A Curious, Curious Tuesday

Roy Meachum

After election results were in, supporters of losers offered all sorts of explanations. High on their list was "the fact" that turnout had been so low on the GOP side.

They cited the percentage of registered Republicans voting and not the number, which was way beyond four years ago. At 24 percent overall the primaries actually rated on the high side.

In the sheriff's race, I heard Chuck Jenkins won because he had been after the county's top star for the past four years. That may be perfectly true. But largely irrelevant.

In fact, until Jim Hagy's official announcement in the spring nobody - especially members of his department - could make a move on his job. As it was, his timing seemed to some as calculated to give Harold Domer an advantage.

What did not make a whole lot of sense from the sidelines was why retiring State's Attorney Scott Rolle stuck his neck out so far in the sheriff's race. As the GOP candidate for Maryland attorney general this year, he must have known lavishing praise on Mr. Domer had the potential of blowing up in his face. He did it anyway.

Among the most concerned was his anointed successor, Charlie Smith; he feared fallout on his parade. In fact the man who served faithfully as his deputy actually received less public support from his boss than former city cop Domer. Go figure.

Of course in his Letter to the Editor, in The Frederick News-Post, the state's attorney lambasted Mr. Smith's rival; nothing else could be expected, after all Dino Flores had the temerity to challenge Mr. Rolle four years back. And that might have played a major factor in Tuesday's outcome.

Going into a contested Republican primary, Mr. Flores was seen by many as little more than a turncoat Democrat. That impression was strengthened by memory of his non-GOP status when he attempted to tilt Mr. Rolle in the county's last general election.

On the other hand, as much as the letter may have been appreciated by Mr. Smith's supporters, as in the Domer case, the GOP attorney general candidate took the risk of alienating more voters. And that he can't afford to do.

Even a state tidal wave fomented by the incumbent governor seems unlikely to sweep Frederick's state's attorney into the job held for 20 years by Joe Curran. Given the disparity in party registrations, his likely successor will be fellow Democrat Doug Gansler, from next-door Montgomery County.

Speculation along Frederick's streets centers on what Gov. Robert Ehrlich offered Mr. Rolle for him to give up what looked like a "safe" re-election. But maybe not. There are more than a few local voters who still resent the newly re-elected state's attorney trying to upset Rep. Roscoe Bartlett two years ago.

With the congressman's backers spread out among all parties and factions, including independents, Scott Rolle could have faced a Donnybrook in November. As it is, Charlie Smith cannot count on waltzing through.

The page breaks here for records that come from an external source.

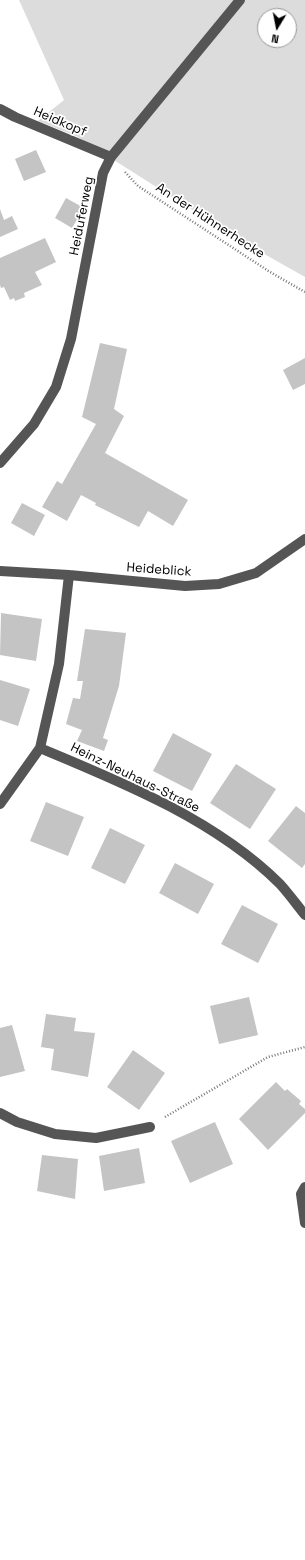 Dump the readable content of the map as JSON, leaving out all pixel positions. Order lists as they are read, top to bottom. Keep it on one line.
{"streets":{"street":["Heidkopf","Heiduferweg","Heideblick","Heinz-Neuhaus-Straße"],"path":["An der Hühnerhecke"]},"crossings":[["Heidkopf","Heiduferweg"],["Heidkopf","An der Hühnerhecke"],["Heiduferweg","An der Hühnerhecke"]],"north":"bottom"} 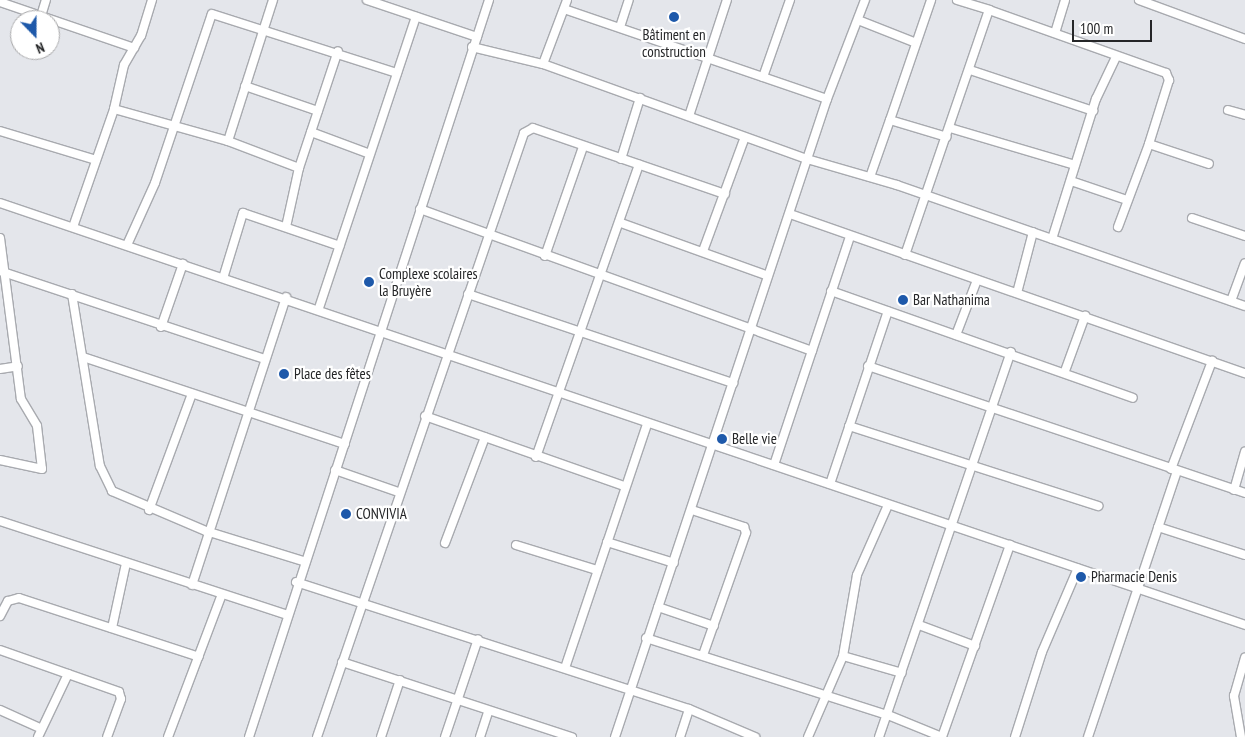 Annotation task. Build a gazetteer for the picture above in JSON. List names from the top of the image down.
{
  "places": [
    "Bâtiment en construction",
    "Complexe scolaires la Bruyère",
    "Bar Nathanima",
    "Place des fêtes",
    "Belle vie",
    "CONVIVIA",
    "Pharmacie Denis"
  ],
  "scale_bar": "100 m",
  "north": "bottom"
} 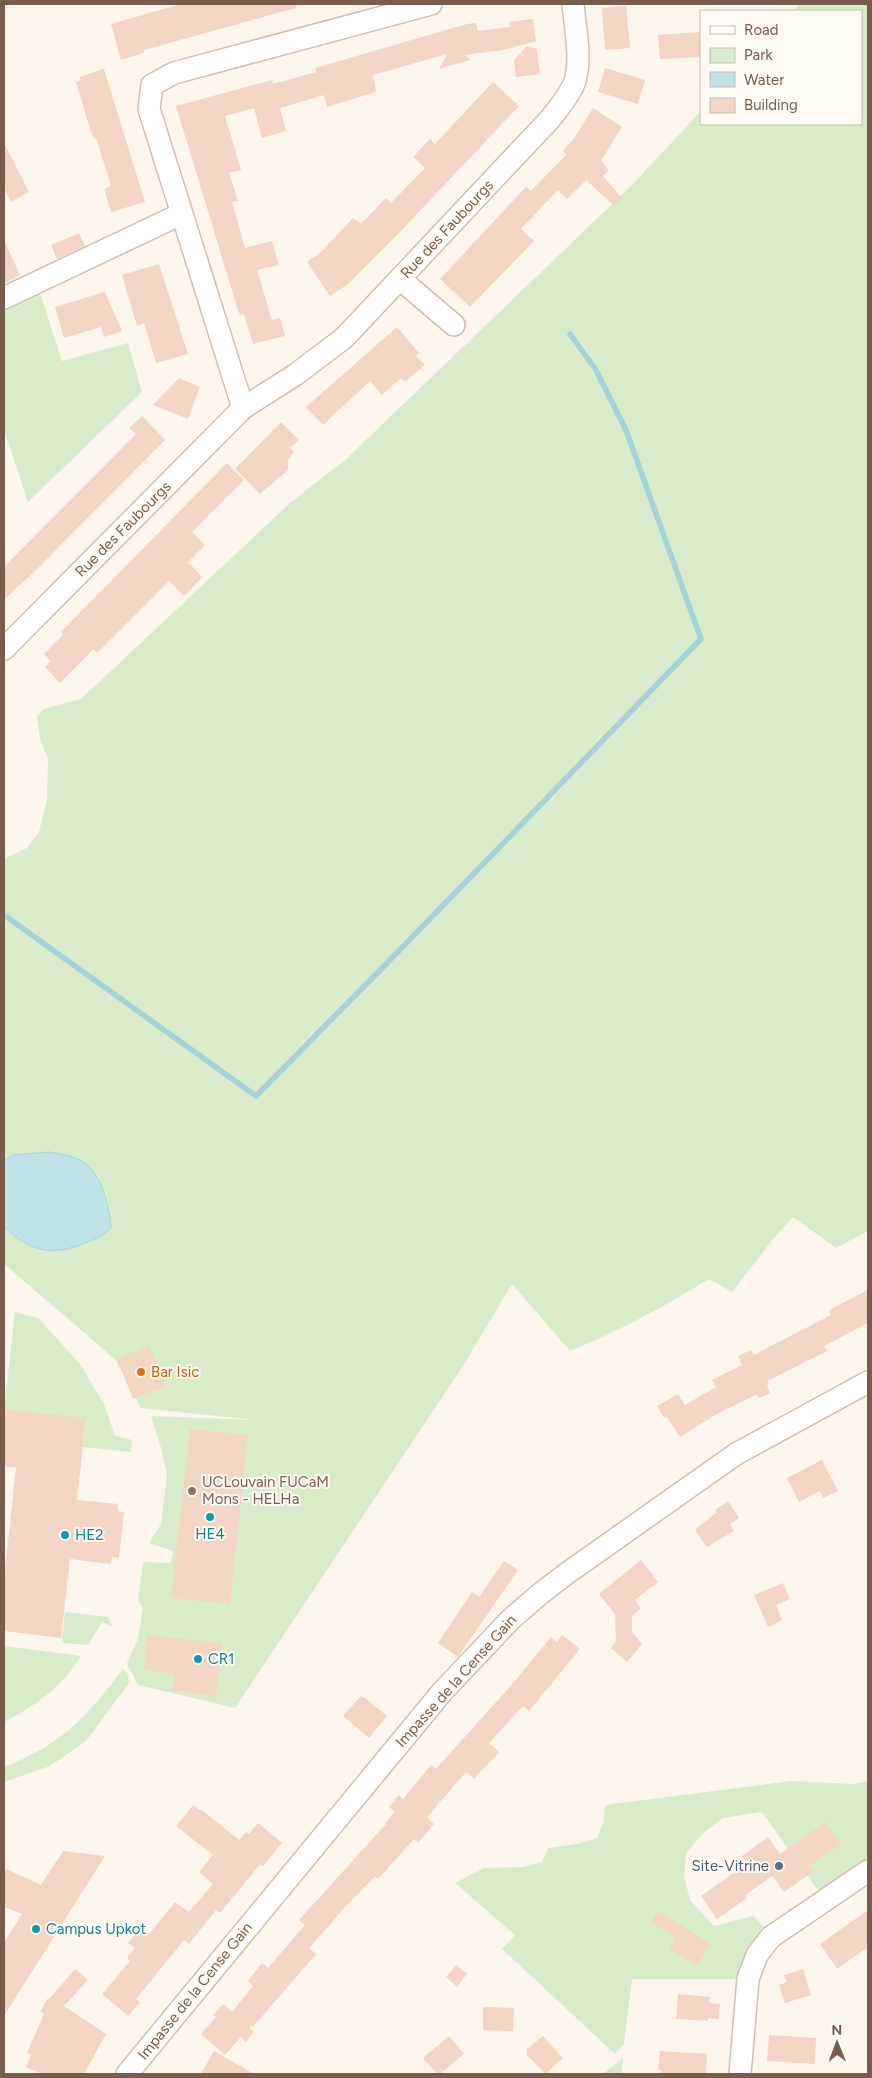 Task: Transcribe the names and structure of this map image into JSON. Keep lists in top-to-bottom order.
{
  "streets": {
    "street": ["Rue des Faubourgs", "Impasse de la Cense Gain"]
  },
  "places": [
    "Bar Isic",
    "UCLouvain FUCaM Mons - HELHa",
    "HE4",
    "HE2",
    "CR1",
    "Site-Vitrine",
    "Campus Upkot"
  ],
  "legend": [
    "Road",
    "Park",
    "Water",
    "Building"
  ],
  "north": "top"
}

Democrat Bill Poffenbarger promises to make the general elections interesting, to say the least. Hundreds of citizens, charged with lesser crimes and transgressions, have sought his legal services. He has a reputation for rendering respect to most comers.

Moreover, Mr. Poffenbarger appears very capable of financing his own campaign, which might not be at all necessary. Many community "names" have indicated he has their support.

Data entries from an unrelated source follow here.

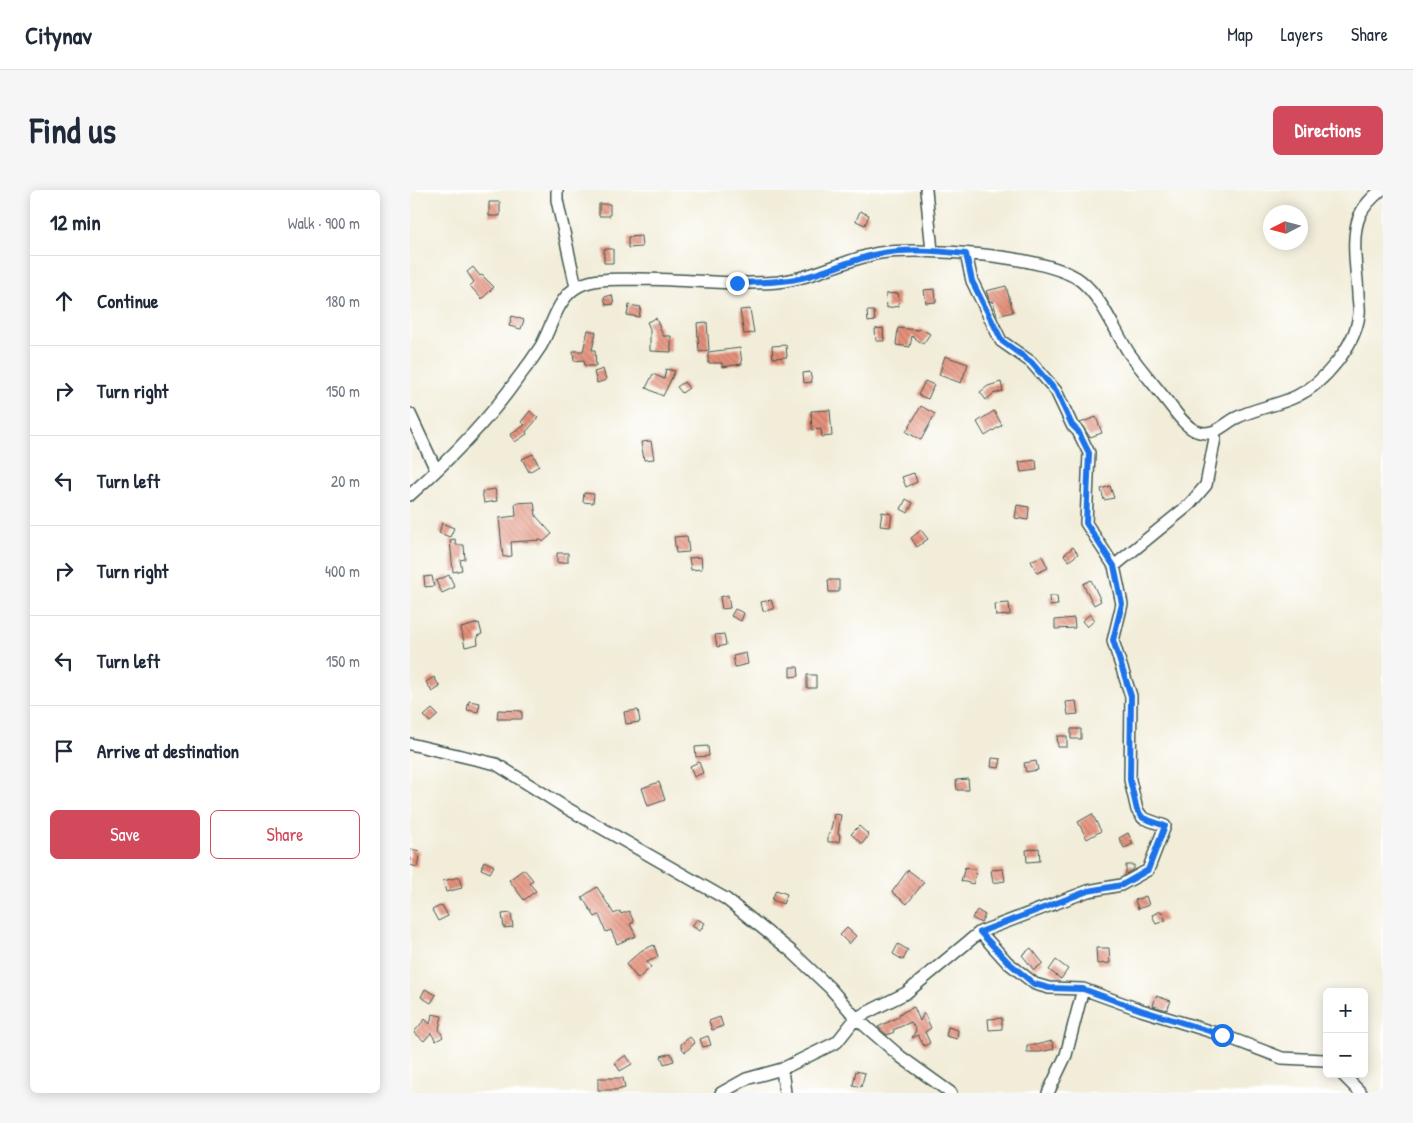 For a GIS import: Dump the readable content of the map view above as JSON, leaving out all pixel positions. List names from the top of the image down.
{
  "north": "left",
  "page": {
    "header": "Citynav",
    "nav": ["Map", "Layers", "Share"],
    "buttons": [
      "Directions",
      ["Save", "Share"]
    ],
    "title": "Find us",
    "heading": ["12 min", "Walk · 900 m"],
    "list": [
      ["Continue", "180 m"],
      ["Turn right", "150 m"],
      ["Turn left", "20 m"],
      ["Turn right", "400 m"],
      ["Turn left", "150 m"],
      "Arrive at destination"
    ],
    "map_buttons": ["+", "−"]
  }
}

Interestingly, his distinctive thatch of white hair was the first thing I saw upon reaching Republican Chuck Jenkins' election night gathering. Bill Poffenbarger has appeal on both sides of the political spectrum.

Getting by Dino Flores might prove an easier hurdle than November's race, for Charlie Smith; although he ranks as one of the brightest candidates I've seen in either party, for a long time.

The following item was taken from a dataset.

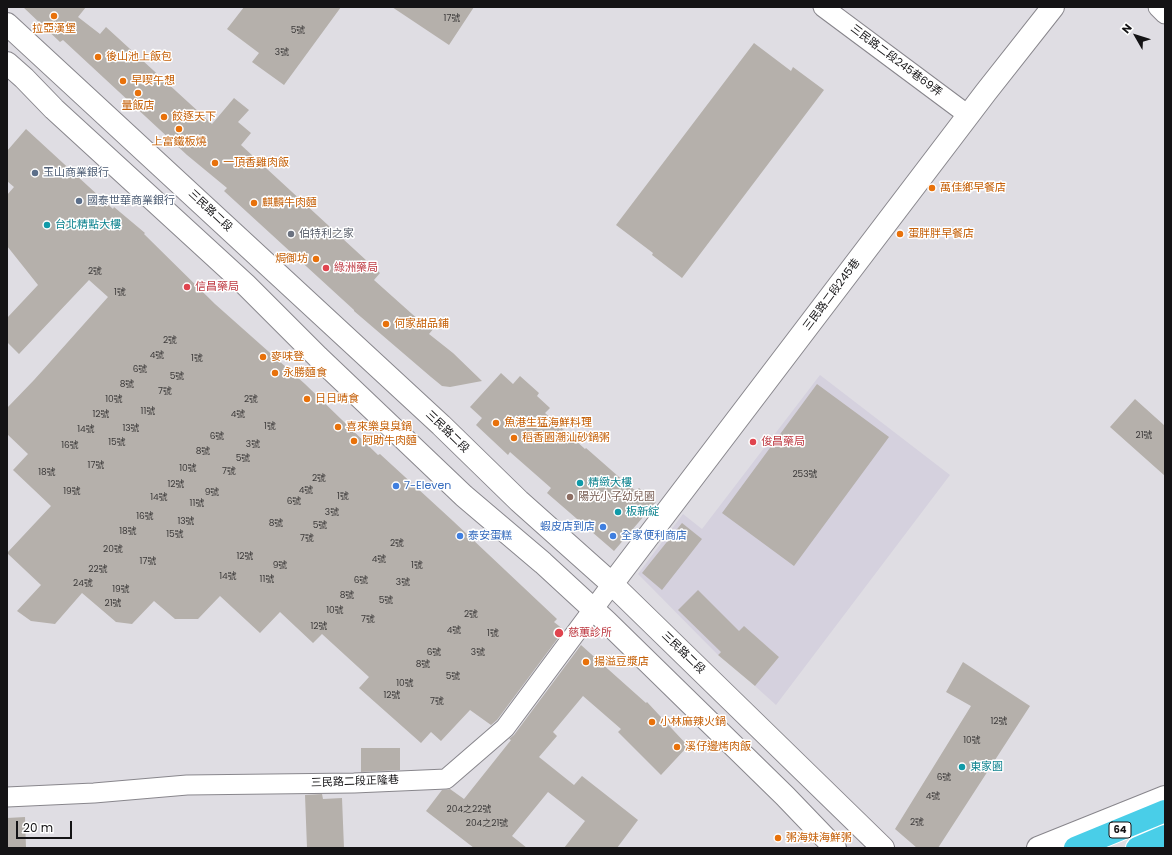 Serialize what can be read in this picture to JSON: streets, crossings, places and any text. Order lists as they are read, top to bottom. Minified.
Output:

While Republicans chose their selected five for the county board, nobody expects them all to survive the general elections. The four Democrats had no competition.

Former commissioner David Gray and Charles Jenkins look most vulnerable because they finished fourth and fifth on the GOP slate. But Mr. Gray has always enjoyed Democratic support.

With incumbents Lennie Thompson and Jan Gardner rated shoo-ins, and primary leaders Mike Cady and John Lovell enjoying a strong Republican base, the real battle for commissioner figures to be between Mr. Gray and newcomer Kai Hagen.

Whatever his expectations, Jim Grimes trailed well behind Orphans Court incumbents and Republican colleagues Tim May and John Tregoning. Both Democrats in the contest received more votes than Frederick's former mayor. But that might not be fair because Fern Hines and John Norman had no competition.

At any rate, nobody has successfully explained why Mr. Grimes wants the post that's less than full time and exercises little authority in the community. The puzzlement, combined with the enemies he created in City Hall, might send him home November 7. He's been defeated before, turned out as alderman in 1981, only to return to the board in 1989. He captured Frederick's top political prize in 1993. If anybody's keeping score.

And, of course, we all are; this is, after all, an election season. Tally ho!